First, I always look at the USD in terms of whether it is attractive
to hold domestically. Principal terms of reference are Fed Open
Market activity and whether there is a real rate of interest on
dollars left on deposit. I do not look at the "cookie jar" dollar
concept, as money is meant to be put to work, even if as savings
rather than spending. On balance, Fed Bank Credit has been grow-
ing modestly now for several years to correct for the long period
of excess monetary liquidity growth engineered by the Greenspan
Fed. With monetary liquidity creation now well controlled, I do not
see a threat to the dollar from this quarter. The 91-day T-bill yield
of only 1.3% compares unfavorably to an inflation of 4.0%, as does
the 2.9% yield on prime 90 day commercial paper.

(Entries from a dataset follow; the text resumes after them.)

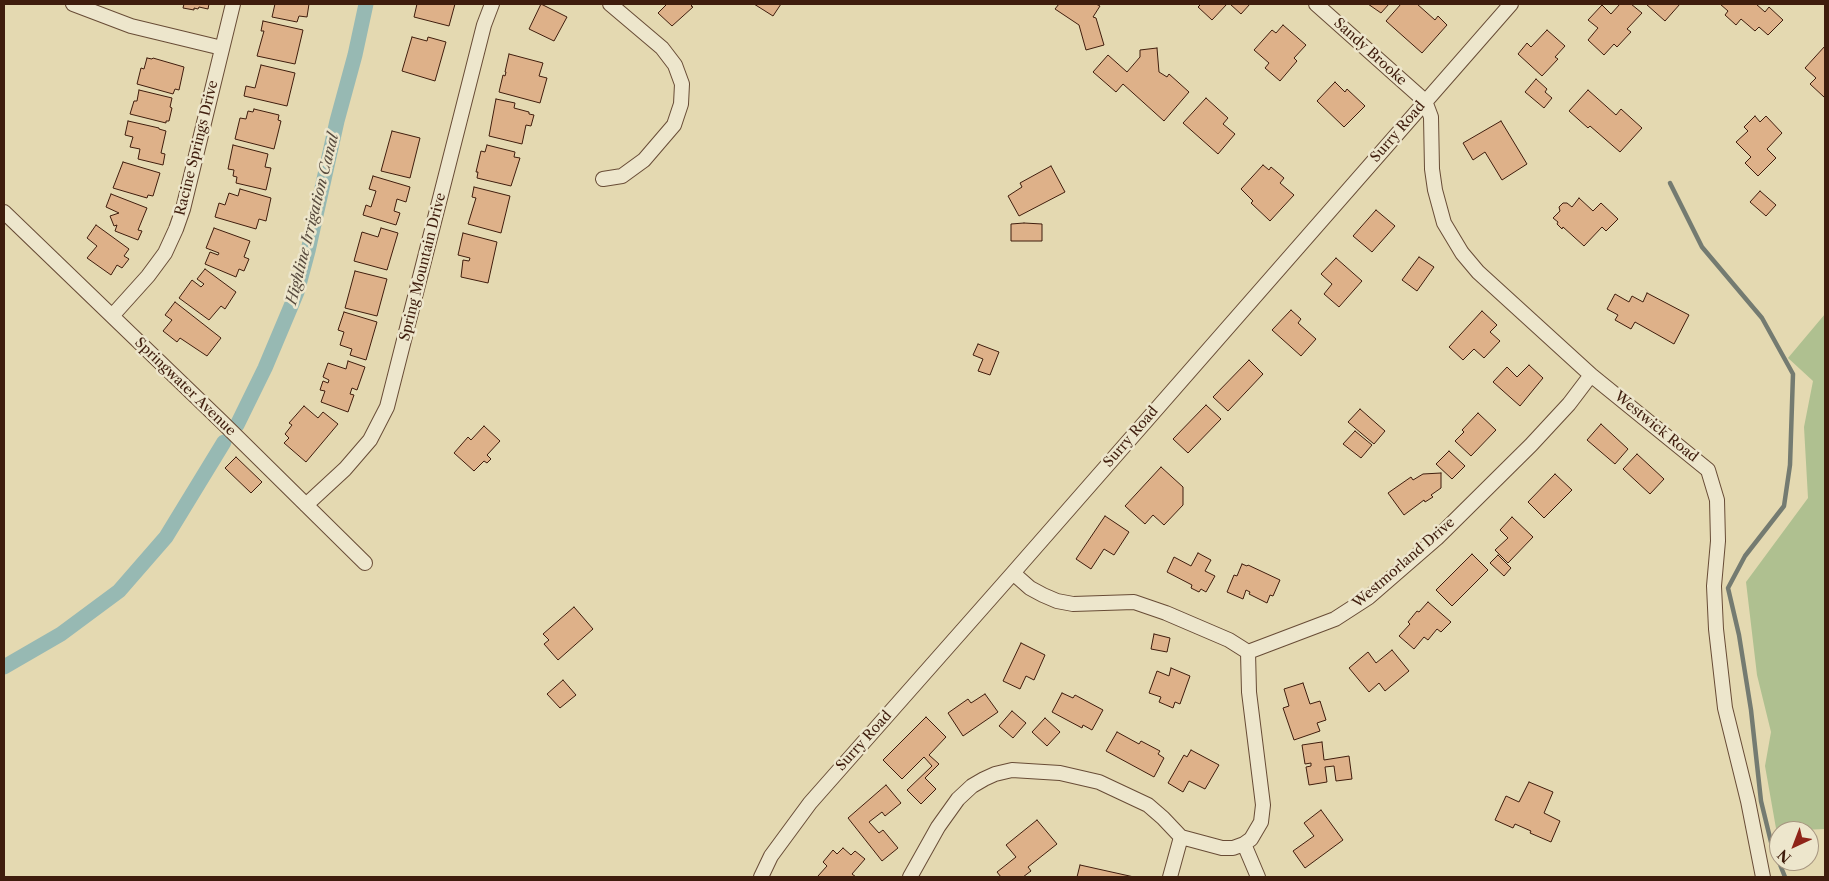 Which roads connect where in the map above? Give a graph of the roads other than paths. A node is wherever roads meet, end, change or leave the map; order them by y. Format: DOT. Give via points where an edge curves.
graph roads {
  1 [pos="73,4"];
  2 [pos="233,4"];
  3 [pos="492,4"];
  4 [pos="610,4"];
  5 [pos="1316,4"];
  6 [pos="1511,4"];
  7 [pos="222,48"];
  8 [pos="1425,101"];
  9 [pos="602,179"];
  10 [pos="4,212"];
  11 [pos="112,316"];
  12 [pos="1591,374"];
  13 [pos="306,505"];
  14 [pos="365,563"];
  15 [pos="1013,573"];
  16 [pos="1248,652"];
  17 [pos="1181,837"];
  18 [pos="1244,844"];
  19 [pos="762,877"];
  20 [pos="910,877"];
  21 [pos="1170,877"];
  22 [pos="1258,877"];
  23 [pos="1763,877"];
  1 -- 7 [label="street" via="131,26"];
  2 -- 7 [label="street, Racine Springs Drive"];
  3 -- 13 [label="street, Spring Mountain Drive" via="387,407 370,440 345,469"];
  4 -- 9 [label="street" via="662,48 675,65 682,84 681,104 674,125 644,160 622,176"];
  5 -- 8 [label="street, Sandy Brooke"];
  6 -- 8 [label="street, Surry Road"];
  7 -- 11 [label="street, Racine Springs Drive" via="184,209 176,229 165,253"];
  8 -- 12 [label="street, Westwick Road" via="1431,117 1435,190 1444,223 1462,253 1478,272"];
  8 -- 15 [label="street, Surry Road"];
  10 -- 11 [label="street, Springwater Avenue"];
  11 -- 13 [label="street, Springwater Avenue"];
  12 -- 16 [label="street, Westmorland Drive" via="1569,404 1438,538 1368,597 1317,627"];
  12 -- 23 [label="street, Westwick Road" via="1708,470 1717,500 1714,586 1725,708"];
  13 -- 14 [label="street, Springwater Avenue"];
  15 -- 16 [label="street" via="1042,595 1073,604 1134,602 1149,606 1229,640"];
  15 -- 19 [label="street, Surry Road" via="810,802 772,856"];
  16 -- 18 [label="street" via="1249,692 1263,814 1252,839"];
  17 -- 18 [label="street" via="1222,848"];
  17 -- 20 [label="street" via="1148,805 1099,782 1060,773 1012,770 984,779 958,799"];
  17 -- 21 [label="street"];
  18 -- 22 [label="street"];
}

A dollar saved
in low risk assets is losing its purchasing power, and there is only
the need for liquidity as a rationale for keeping the dollar on tap in
the US. The situation is not going to change until the T-bill and the
inflation rate begin to come into better balance.

Not surprisingly, the USD has come down in value relative to other
senior currencies since 2000 reflecting a low interest rate regimen by
the US coupled with a moderate but persistent acceleration of
inflation. Now, there is increasing speculation that with a weaker UK
economy and prospective decelerating growth across the EU, the
relative attractiveness of the dollar might increase as offshore
interest rates moderate. This is a sensible thought, since the US has
led the other majors in growth weakness and rate cuts, and could lead
later this year and next with better growth and short rate increases.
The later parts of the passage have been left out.